This season will mark the centennial anniversary of Harvard hockey. And what a 100 years it has been.
Just one glance into the record books reveals an illustrious history which speaks volumes about a program that has created such household names as Ted Donato '91, Ted Drury '93 and Don Sweeney '88. And who could forget the 1988-89 season when Ed Krayer '89 shoveled in the winning overtime goal against Minnesota for the national title?
Celebrations are indeed in order, but chances are there will be no fireworks, no champagne and if recent times prove consistent, there won't even be many fans this year.
During those glory days in the early '90s, Section 12 instilled a nerve-shattering fear in the opposing team. Now that same student section sits virtually empty with only a few Harvard faithful beating upon the glass.
Perhaps it was symbolic that long-time zamboni driver Jack Kirraine retired last season after over 20 years of service to Bright Hockey Center as Harvard's home ice seems strangely rudderless these days.
Just one year before, Harvard goaltender Tripp Tracy '96 felt the same void.
That season, Harvard failed to gain the home-ice advantage for the quarterfinal round of the ECAC Tournament. Thus, the Crimson was headed for St. Lawrence the following weekend.
But standing in the hallway after his final home game at Bright Hockey Center Tracy felt no profound sadness.
Would he miss the rink and the very ice which he spent so many hours playing on?
"There really isn't that much of a difference playing at home," Tracy said with an indifferent stare. "I'd actually prefer to go on the road because at least you know that there's going to be a big crowd."
Last season was no different. Bright, which can hold more than 3,000 fans, rarely came close to capacity, and there were very few games in which Harvard fans outnumbered their opposition.
Even schools like Vermont and Cornell, which are over five-hour drives away, brought not only their entire band, but also bus loads of fans.
This phenomenon was never so apparent as during the 1995-96 season when Harvard clawed its way to the ECAC Championship round in Lake Placid.
The Cinderella conclusion to what had been a mediocre regular season should have invoked waves of excitement throughout the Harvard campus, but rarely was a word uttered about the tournament.
Even Vermont Coach Mike Gilligan noticed the lack of Crimson support the night before the semifinal round.
In front of the four participating teams, Gilligan talked of the rich history and importance of such a tournament which is held on the famous 1980 Olympic ice surface where the Miracle on Ice occurred.
"I know that all the teams are really excited," Gilligan explained. "We brought all our fans up for the game, and I know that Cornell and Clarkson has busloads as well."
After an unintentional glance towards the Harvard side of the room, Gilligan quickly added, "And Harvard has their fans too."
No one could really blame Gilligan for his seeming faux pas because he was telling the simple truth. The only Harvard fans were the player's parents and friends.

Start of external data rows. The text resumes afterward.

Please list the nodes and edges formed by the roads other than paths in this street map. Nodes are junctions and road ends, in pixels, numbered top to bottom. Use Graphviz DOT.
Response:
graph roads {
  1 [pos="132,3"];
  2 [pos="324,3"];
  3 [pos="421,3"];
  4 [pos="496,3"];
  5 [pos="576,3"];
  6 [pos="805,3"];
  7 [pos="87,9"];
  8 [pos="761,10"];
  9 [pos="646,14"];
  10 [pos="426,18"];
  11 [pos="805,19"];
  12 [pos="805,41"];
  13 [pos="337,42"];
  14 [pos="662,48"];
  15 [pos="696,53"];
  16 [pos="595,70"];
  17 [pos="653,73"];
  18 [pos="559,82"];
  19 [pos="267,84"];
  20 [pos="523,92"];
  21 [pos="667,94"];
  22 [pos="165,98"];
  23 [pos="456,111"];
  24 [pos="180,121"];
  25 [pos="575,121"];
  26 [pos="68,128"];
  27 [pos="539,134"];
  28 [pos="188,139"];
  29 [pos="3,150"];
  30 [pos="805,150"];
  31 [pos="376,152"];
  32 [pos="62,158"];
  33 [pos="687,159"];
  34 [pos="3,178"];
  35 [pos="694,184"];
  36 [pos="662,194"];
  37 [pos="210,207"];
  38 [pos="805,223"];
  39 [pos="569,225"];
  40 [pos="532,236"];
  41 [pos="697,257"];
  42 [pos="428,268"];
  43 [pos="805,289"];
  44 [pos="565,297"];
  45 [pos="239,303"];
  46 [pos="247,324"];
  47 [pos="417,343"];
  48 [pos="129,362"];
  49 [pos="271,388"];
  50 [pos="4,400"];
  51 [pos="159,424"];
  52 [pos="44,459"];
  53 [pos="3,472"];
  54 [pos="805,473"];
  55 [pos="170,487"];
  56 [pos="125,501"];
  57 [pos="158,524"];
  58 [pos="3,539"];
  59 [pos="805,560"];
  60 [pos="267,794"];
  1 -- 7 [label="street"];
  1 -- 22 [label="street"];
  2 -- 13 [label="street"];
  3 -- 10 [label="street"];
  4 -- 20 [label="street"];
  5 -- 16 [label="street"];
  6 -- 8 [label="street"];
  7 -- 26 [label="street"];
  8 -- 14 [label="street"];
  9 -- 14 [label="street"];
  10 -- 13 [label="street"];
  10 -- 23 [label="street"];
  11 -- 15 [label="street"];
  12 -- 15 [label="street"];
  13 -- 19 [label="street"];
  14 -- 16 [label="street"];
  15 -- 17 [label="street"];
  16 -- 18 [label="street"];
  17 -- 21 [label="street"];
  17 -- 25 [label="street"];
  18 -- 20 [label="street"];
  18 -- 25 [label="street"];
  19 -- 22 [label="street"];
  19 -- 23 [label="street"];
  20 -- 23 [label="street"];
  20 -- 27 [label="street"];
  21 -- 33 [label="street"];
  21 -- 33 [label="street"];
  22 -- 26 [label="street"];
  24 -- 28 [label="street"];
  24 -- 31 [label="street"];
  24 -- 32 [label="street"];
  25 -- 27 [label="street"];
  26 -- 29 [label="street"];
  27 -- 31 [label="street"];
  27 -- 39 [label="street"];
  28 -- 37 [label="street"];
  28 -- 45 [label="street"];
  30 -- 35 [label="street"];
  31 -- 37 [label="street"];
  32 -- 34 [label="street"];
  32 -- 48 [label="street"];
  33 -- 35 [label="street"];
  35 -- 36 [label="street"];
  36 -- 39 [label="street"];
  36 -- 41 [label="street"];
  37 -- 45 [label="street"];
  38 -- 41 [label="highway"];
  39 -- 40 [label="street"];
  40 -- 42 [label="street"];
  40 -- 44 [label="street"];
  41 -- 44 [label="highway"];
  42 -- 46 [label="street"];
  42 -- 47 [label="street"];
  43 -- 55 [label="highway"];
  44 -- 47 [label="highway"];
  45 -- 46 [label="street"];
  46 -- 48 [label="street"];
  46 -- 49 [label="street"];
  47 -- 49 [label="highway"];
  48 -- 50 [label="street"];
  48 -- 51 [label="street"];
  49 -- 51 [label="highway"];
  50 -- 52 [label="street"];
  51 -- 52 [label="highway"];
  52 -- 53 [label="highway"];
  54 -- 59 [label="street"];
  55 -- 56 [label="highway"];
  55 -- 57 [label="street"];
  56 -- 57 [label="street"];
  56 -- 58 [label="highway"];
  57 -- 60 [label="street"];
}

One hundred years is a long time and much can happen during that span. Harvard hockey is currently in a rebuilding mode compared to past glory. Had the anniversary occurred 10 years ago, this centennial season would have inspired grandeur but instead the present clouds the memories of the past.
Unfortunately, the glory days are long gone and there will be no happy birthdays for a program whose rich history certainly deserves them.